◆ AIM OF THE TASK ◆
Return the whole listing exactly, omitting the pictures.

START PROVIDED RECORDS

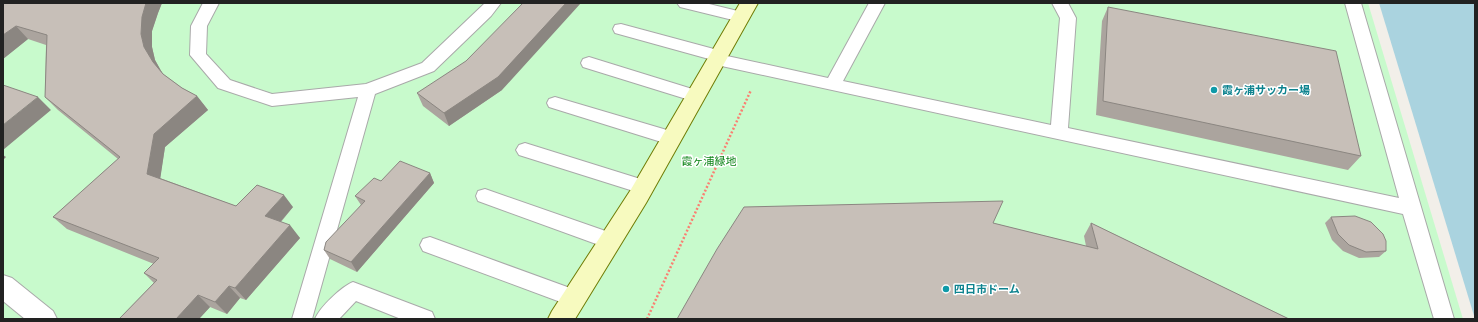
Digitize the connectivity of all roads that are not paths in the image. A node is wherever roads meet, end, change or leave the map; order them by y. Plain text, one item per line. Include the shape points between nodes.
1 (211, 3) edge
2 (493, 3) edge
3 (685, 3) edge
4 (877, 3) edge
5 (1060, 3) edge
6 (1353, 3) edge
7 (745, 10) edge
8 (621, 29) dead end
9 (718, 58) junction
10 (589, 63) dead end
11 (833, 85) junction
12 (368, 90) junction
13 (696, 96) junction
14 (555, 104) dead end
15 (1058, 133) junction
16 (671, 138) junction
17 (525, 150) dead end
18 (643, 187) junction
19 (485, 196) dead end
20 (1411, 208) junction
21 (610, 241) junction
22 (430, 245) dead end
23 (3, 286) edge
24 (574, 298) junction
25 (43, 319) edge
26 (302, 319) edge
27 (326, 319) edge
28 (425, 319) edge
29 (561, 319) edge
30 (1444, 319) edge

1 - 12 lane via 199,26 198,55 224,84 272,100
2 - 12 lane via 428,68
3 - 7 lane
4 - 11 lane
5 - 15 lane via 1068,18
6 - 20 lane
7 - 9 street
8 - 9 lane
9 - 11 lane
9 - 13 street
10 - 13 lane
11 - 15 lane
12 - 26 lane
13 - 16 street
14 - 16 lane
15 - 20 lane
16 - 18 street
17 - 18 lane
18 - 21 street
19 - 21 lane
20 - 30 lane
21 - 24 street
22 - 24 lane
23 - 25 street
24 - 29 street
27 - 28 lane via 353,291

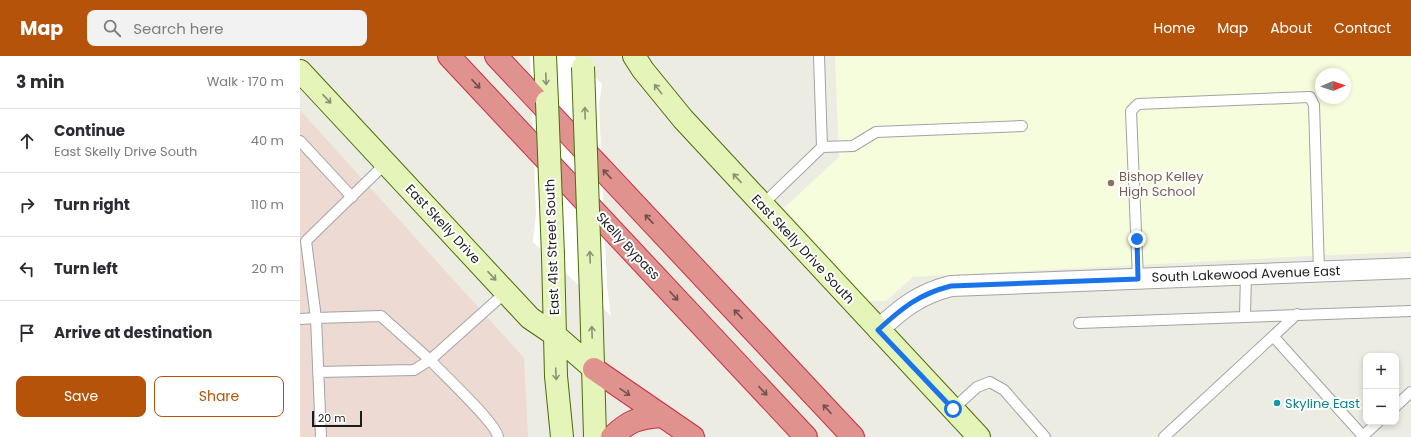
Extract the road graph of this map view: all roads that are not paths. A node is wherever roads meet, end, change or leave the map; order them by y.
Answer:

END PROVIDED RECORDS

◆ ANSWER TO THIS PROBLEM ◆
Digitize the connectivity of all roads that are not paths in the image. A node is wherever roads meet, end, change or leave the map; order them by y. Plain text, one item per line. Include the shape points between nodes.
1 (211, 3) edge
2 (493, 3) edge
3 (685, 3) edge
4 (877, 3) edge
5 (1060, 3) edge
6 (1353, 3) edge
7 (745, 10) edge
8 (621, 29) dead end
9 (718, 58) junction
10 (589, 63) dead end
11 (833, 85) junction
12 (368, 90) junction
13 (696, 96) junction
14 (555, 104) dead end
15 (1058, 133) junction
16 (671, 138) junction
17 (525, 150) dead end
18 (643, 187) junction
19 (485, 196) dead end
20 (1411, 208) junction
21 (610, 241) junction
22 (430, 245) dead end
23 (3, 286) edge
24 (574, 298) junction
25 (43, 319) edge
26 (302, 319) edge
27 (326, 319) edge
28 (425, 319) edge
29 (561, 319) edge
30 (1444, 319) edge

1 - 12 lane via 199,26 198,55 224,84 272,100
2 - 12 lane via 428,68
3 - 7 lane
4 - 11 lane
5 - 15 lane via 1068,18
6 - 20 lane
7 - 9 street
8 - 9 lane
9 - 11 lane
9 - 13 street
10 - 13 lane
11 - 15 lane
12 - 26 lane
13 - 16 street
14 - 16 lane
15 - 20 lane
16 - 18 street
17 - 18 lane
18 - 21 street
19 - 21 lane
20 - 30 lane
21 - 24 street
22 - 24 lane
23 - 25 street
24 - 29 street
27 - 28 lane via 353,291

Extract the road graph of this map view: all roads that are not paths. A node is wherever roads meet, end, change or leave the map; order them by y.
Answer:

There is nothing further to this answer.